On July 6th 2022, he was nominated as Rajya Sabha member by President Ram Nath Kovind.

Personal life
Heggade was born the eldest son of Dharmadhikari Ratnavarma Heggade and Rathnamma Heggade (née Shetty). He belongs to the Pergade dynasty of Tulu Lineage, the hereditary trustees of the famous Sri Dharmasthala Manjunatha Swamy temple in Dakshina Kannada district of Karnataka. The family are trustees of a Hindu temple, although the family belong to the Digambara Jain community. He has three younger brothers, Harshendra Kumar, Surendra Kumar and Rajendra Kumar, and a sister, Padmalata. He married Hemavathi Heggade in a match arranged by their parents. Veerendra Heggade and Hemavathy Heggadthi are the parents of daughter Shraddha.

As the eldest son, Veerendra Heggade succeeded his father as Dharmadhikari. He is the twenty-first member of the Pergade dynasty to hold the position of Dharmadhikari of the Dharmasthala Temple. As he has no sons, his heir is his younger brother, Harshendra.

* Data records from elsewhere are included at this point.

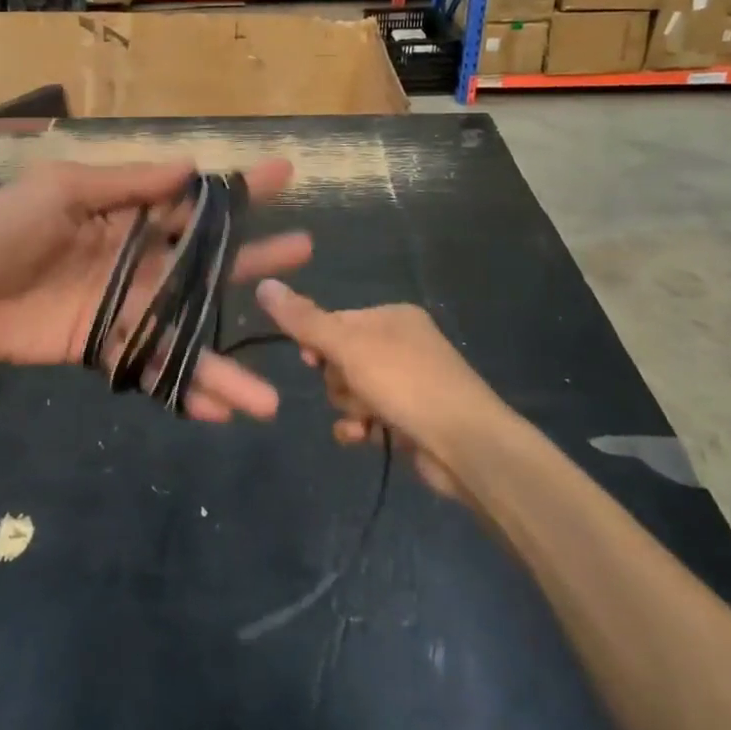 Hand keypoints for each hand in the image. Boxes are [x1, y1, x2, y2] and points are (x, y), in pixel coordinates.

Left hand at [0, 158, 310, 421]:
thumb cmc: (2, 227)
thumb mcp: (61, 188)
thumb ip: (125, 182)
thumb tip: (189, 168)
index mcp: (128, 214)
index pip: (194, 200)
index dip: (238, 189)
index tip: (284, 175)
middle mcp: (138, 260)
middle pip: (207, 262)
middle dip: (255, 257)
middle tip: (304, 252)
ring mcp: (125, 307)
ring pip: (188, 330)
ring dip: (229, 361)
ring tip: (275, 393)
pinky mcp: (105, 346)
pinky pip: (151, 368)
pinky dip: (183, 391)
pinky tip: (219, 413)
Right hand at [255, 280, 508, 498]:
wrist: (467, 446)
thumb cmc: (406, 383)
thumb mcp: (348, 346)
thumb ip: (304, 320)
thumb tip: (263, 284)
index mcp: (392, 317)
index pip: (335, 320)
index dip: (316, 341)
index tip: (310, 359)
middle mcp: (402, 344)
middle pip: (341, 358)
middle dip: (337, 380)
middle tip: (350, 390)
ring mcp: (409, 383)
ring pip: (351, 390)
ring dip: (348, 407)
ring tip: (365, 419)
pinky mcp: (411, 419)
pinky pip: (368, 417)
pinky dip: (361, 427)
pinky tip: (363, 438) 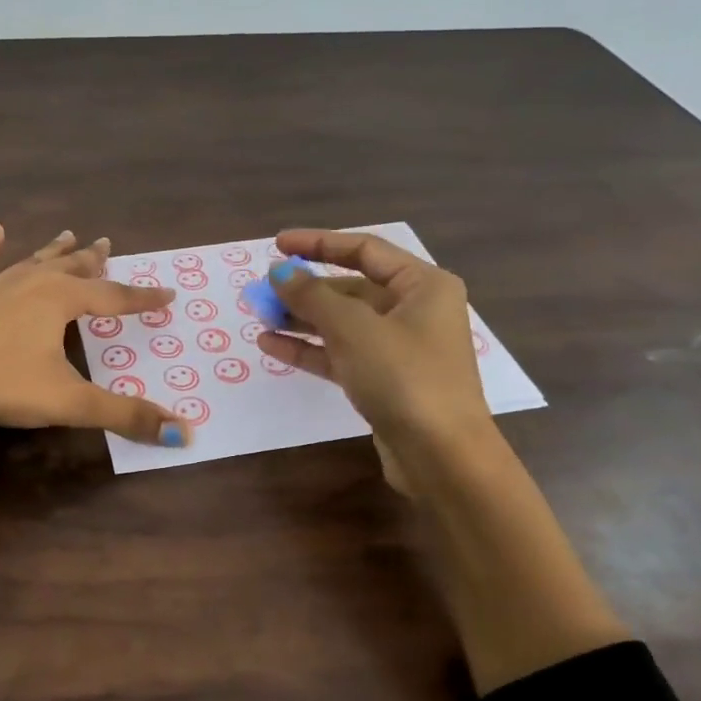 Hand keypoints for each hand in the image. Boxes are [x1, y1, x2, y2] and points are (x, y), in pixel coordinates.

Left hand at [0, 224, 190, 500]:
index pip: (113, 297)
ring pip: (32, 261)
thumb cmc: (1, 384)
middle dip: (94, 260)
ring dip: (54, 250)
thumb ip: (125, 416)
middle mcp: (31, 284)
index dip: (143, 298)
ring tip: (70, 234)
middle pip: (72, 268)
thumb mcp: (70, 402)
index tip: (168, 293)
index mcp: (60, 301)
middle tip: (108, 245)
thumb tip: (183, 434)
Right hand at [256, 229, 496, 492]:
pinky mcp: (384, 381)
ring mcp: (399, 348)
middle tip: (262, 290)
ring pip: (342, 323)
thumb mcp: (353, 328)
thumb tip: (278, 271)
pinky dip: (309, 348)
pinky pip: (341, 354)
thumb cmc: (404, 377)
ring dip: (301, 319)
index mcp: (423, 285)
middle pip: (351, 287)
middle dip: (305, 288)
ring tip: (260, 316)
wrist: (441, 456)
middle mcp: (414, 310)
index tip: (277, 244)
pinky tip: (271, 345)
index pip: (364, 250)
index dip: (318, 243)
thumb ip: (311, 295)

Dharmadhikari Veerendra Heggade is a car collector and photography aficionado. His car collection is on display in Dharmasthala.

Works and contributions

Dharmadhikari 
As Dharmadhikari, he has continued the traditions of the institution:

He continued the tradition of the Kshetra to hold annual ‘Sarva Dharma and Sahitya Sammelana’ at Dharmasthala. The 85th Session of the Sammelana was held in 2017.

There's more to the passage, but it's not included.